------ EXERCISE DATA

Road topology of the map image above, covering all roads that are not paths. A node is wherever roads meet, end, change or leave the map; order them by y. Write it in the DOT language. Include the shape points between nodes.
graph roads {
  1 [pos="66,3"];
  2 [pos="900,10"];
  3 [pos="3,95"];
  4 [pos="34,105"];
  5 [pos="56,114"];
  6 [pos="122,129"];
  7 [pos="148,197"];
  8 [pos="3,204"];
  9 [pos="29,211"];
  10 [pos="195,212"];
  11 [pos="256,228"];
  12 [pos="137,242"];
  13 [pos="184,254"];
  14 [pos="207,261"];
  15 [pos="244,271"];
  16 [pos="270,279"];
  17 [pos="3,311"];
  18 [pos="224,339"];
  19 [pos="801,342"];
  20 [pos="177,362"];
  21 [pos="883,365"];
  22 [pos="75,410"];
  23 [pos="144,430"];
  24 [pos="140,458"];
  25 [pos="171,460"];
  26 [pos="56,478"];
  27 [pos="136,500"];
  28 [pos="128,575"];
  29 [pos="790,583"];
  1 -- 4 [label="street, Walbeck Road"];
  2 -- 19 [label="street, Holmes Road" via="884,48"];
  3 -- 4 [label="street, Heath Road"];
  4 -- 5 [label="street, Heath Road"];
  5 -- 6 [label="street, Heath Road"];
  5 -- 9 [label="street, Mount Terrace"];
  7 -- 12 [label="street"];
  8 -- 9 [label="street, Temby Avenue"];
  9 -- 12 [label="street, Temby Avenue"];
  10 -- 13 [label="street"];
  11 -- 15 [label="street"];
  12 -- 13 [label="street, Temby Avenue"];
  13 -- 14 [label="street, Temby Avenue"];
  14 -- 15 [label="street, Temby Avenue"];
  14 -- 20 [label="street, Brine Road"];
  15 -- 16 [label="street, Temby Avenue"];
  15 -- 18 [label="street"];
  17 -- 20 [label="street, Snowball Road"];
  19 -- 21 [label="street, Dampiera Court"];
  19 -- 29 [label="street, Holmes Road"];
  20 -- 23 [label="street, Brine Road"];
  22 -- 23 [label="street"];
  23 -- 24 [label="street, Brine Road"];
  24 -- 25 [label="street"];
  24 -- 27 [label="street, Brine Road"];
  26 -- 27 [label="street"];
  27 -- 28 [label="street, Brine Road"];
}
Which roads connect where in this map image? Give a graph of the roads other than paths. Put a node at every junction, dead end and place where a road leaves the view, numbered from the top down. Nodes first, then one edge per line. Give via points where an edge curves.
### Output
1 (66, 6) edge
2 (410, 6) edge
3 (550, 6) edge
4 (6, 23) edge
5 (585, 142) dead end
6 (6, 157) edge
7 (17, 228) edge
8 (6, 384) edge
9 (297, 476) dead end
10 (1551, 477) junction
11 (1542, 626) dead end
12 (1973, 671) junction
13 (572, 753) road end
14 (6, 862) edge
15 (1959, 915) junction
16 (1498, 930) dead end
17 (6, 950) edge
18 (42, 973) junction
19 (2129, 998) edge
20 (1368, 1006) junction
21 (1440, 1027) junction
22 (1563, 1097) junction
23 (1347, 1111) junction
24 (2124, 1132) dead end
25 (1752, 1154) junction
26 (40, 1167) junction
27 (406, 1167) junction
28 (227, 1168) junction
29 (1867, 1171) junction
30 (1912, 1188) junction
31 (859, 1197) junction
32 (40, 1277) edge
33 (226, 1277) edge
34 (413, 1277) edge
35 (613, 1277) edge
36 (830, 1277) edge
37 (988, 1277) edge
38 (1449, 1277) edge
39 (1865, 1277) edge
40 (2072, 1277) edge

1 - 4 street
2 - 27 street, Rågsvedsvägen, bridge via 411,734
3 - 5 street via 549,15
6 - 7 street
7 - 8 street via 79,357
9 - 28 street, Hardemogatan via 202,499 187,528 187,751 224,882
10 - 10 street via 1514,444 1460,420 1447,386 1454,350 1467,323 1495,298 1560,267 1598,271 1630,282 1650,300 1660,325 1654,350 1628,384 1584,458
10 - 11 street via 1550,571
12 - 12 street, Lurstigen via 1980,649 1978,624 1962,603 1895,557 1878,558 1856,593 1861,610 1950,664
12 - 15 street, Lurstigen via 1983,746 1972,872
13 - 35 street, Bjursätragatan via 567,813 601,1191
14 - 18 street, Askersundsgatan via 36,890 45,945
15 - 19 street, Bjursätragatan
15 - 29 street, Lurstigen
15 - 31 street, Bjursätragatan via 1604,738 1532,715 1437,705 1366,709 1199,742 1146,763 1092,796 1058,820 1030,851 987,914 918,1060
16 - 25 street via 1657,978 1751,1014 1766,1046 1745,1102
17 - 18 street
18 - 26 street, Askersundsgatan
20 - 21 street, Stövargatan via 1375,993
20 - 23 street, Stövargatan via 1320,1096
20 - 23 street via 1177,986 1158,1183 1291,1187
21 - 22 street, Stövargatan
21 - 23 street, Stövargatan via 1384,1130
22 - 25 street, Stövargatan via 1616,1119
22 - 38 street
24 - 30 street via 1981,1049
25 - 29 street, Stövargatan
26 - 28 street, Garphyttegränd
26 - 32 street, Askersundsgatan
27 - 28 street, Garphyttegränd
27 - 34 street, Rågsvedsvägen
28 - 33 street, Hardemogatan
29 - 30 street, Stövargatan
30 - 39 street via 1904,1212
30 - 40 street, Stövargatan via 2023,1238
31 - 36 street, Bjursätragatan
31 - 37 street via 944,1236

------------

§ **TASK REQUIREMENTS**
Nothing in the entries above may be left out; retype them all exactly.

§ **ANSWER**
Road topology of the map image above, covering all roads that are not paths. A node is wherever roads meet, end, change or leave the map; order them by y. Write it in the DOT language. Include the shape points between nodes.
graph roads {
  1 [pos="66,3"];
  2 [pos="900,10"];
  3 [pos="3,95"];
  4 [pos="34,105"];
  5 [pos="56,114"];
  6 [pos="122,129"];
  7 [pos="148,197"];
  8 [pos="3,204"];
  9 [pos="29,211"];
  10 [pos="195,212"];
  11 [pos="256,228"];
  12 [pos="137,242"];
  13 [pos="184,254"];
  14 [pos="207,261"];
  15 [pos="244,271"];
  16 [pos="270,279"];
  17 [pos="3,311"];
  18 [pos="224,339"];
  19 [pos="801,342"];
  20 [pos="177,362"];
  21 [pos="883,365"];
  22 [pos="75,410"];
  23 [pos="144,430"];
  24 [pos="140,458"];
  25 [pos="171,460"];
  26 [pos="56,478"];
  27 [pos="136,500"];
  28 [pos="128,575"];
  29 [pos="790,583"];
  1 -- 4 [label="street, Walbeck Road"];
  2 -- 19 [label="street, Holmes Road" via="884,48"];
  3 -- 4 [label="street, Heath Road"];
  4 -- 5 [label="street, Heath Road"];
  5 -- 6 [label="street, Heath Road"];
  5 -- 9 [label="street, Mount Terrace"];
  7 -- 12 [label="street"];
  8 -- 9 [label="street, Temby Avenue"];
  9 -- 12 [label="street, Temby Avenue"];
  10 -- 13 [label="street"];
  11 -- 15 [label="street"];
  12 -- 13 [label="street, Temby Avenue"];
  13 -- 14 [label="street, Temby Avenue"];
  14 -- 15 [label="street, Temby Avenue"];
  14 -- 20 [label="street, Brine Road"];
  15 -- 16 [label="street, Temby Avenue"];
  15 -- 18 [label="street"];
  17 -- 20 [label="street, Snowball Road"];
  19 -- 21 [label="street, Dampiera Court"];
  19 -- 29 [label="street, Holmes Road"];
  20 -- 23 [label="street, Brine Road"];
  22 -- 23 [label="street"];
  23 -- 24 [label="street, Brine Road"];
  24 -- 25 [label="street"];
  24 -- 27 [label="street, Brine Road"];
  26 -- 27 [label="street"];
  27 -- 28 [label="street, Brine Road"];
}
Which roads connect where in this map image? Give a graph of the roads other than paths. Put a node at every junction, dead end and place where a road leaves the view, numbered from the top down. Nodes first, then one edge per line. Give via points where an edge curves.
### Output
1 (66, 6) edge
2 (410, 6) edge
3 (550, 6) edge
4 (6, 23) edge
5 (585, 142) dead end
6 (6, 157) edge
7 (17, 228) edge
8 (6, 384) edge
9 (297, 476) dead end
10 (1551, 477) junction
11 (1542, 626) dead end
12 (1973, 671) junction
13 (572, 753) road end
14 (6, 862) edge
15 (1959, 915) junction
16 (1498, 930) dead end
17 (6, 950) edge
18 (42, 973) junction
19 (2129, 998) edge
20 (1368, 1006) junction
21 (1440, 1027) junction
22 (1563, 1097) junction
23 (1347, 1111) junction
24 (2124, 1132) dead end
25 (1752, 1154) junction
26 (40, 1167) junction
27 (406, 1167) junction
28 (227, 1168) junction
29 (1867, 1171) junction
30 (1912, 1188) junction
31 (859, 1197) junction
32 (40, 1277) edge
33 (226, 1277) edge
34 (413, 1277) edge
35 (613, 1277) edge
36 (830, 1277) edge
37 (988, 1277) edge
38 (1449, 1277) edge
39 (1865, 1277) edge
40 (2072, 1277) edge

1 - 4 street
2 - 27 street, Rågsvedsvägen, bridge via 411,734
3 - 5 street via 549,15
6 - 7 street
7 - 8 street via 79,357
9 - 28 street, Hardemogatan via 202,499 187,528 187,751 224,882
10 - 10 street via 1514,444 1460,420 1447,386 1454,350 1467,323 1495,298 1560,267 1598,271 1630,282 1650,300 1660,325 1654,350 1628,384 1584,458
10 - 11 street via 1550,571
12 - 12 street, Lurstigen via 1980,649 1978,624 1962,603 1895,557 1878,558 1856,593 1861,610 1950,664
12 - 15 street, Lurstigen via 1983,746 1972,872
13 - 35 street, Bjursätragatan via 567,813 601,1191
14 - 18 street, Askersundsgatan via 36,890 45,945
15 - 19 street, Bjursätragatan
15 - 29 street, Lurstigen
15 - 31 street, Bjursätragatan via 1604,738 1532,715 1437,705 1366,709 1199,742 1146,763 1092,796 1058,820 1030,851 987,914 918,1060
16 - 25 street via 1657,978 1751,1014 1766,1046 1745,1102
17 - 18 street
18 - 26 street, Askersundsgatan
20 - 21 street, Stövargatan via 1375,993
20 - 23 street, Stövargatan via 1320,1096
20 - 23 street via 1177,986 1158,1183 1291,1187
21 - 22 street, Stövargatan
21 - 23 street, Stövargatan via 1384,1130
22 - 25 street, Stövargatan via 1616,1119
22 - 38 street
24 - 30 street via 1981,1049
25 - 29 street, Stövargatan
26 - 28 street, Garphyttegränd
26 - 32 street, Askersundsgatan
27 - 28 street, Garphyttegränd
27 - 34 street, Rågsvedsvägen
28 - 33 street, Hardemogatan
29 - 30 street, Stövargatan
30 - 39 street via 1904,1212
30 - 40 street, Stövargatan via 2023,1238
31 - 36 street, Bjursätragatan
31 - 37 street via 944,1236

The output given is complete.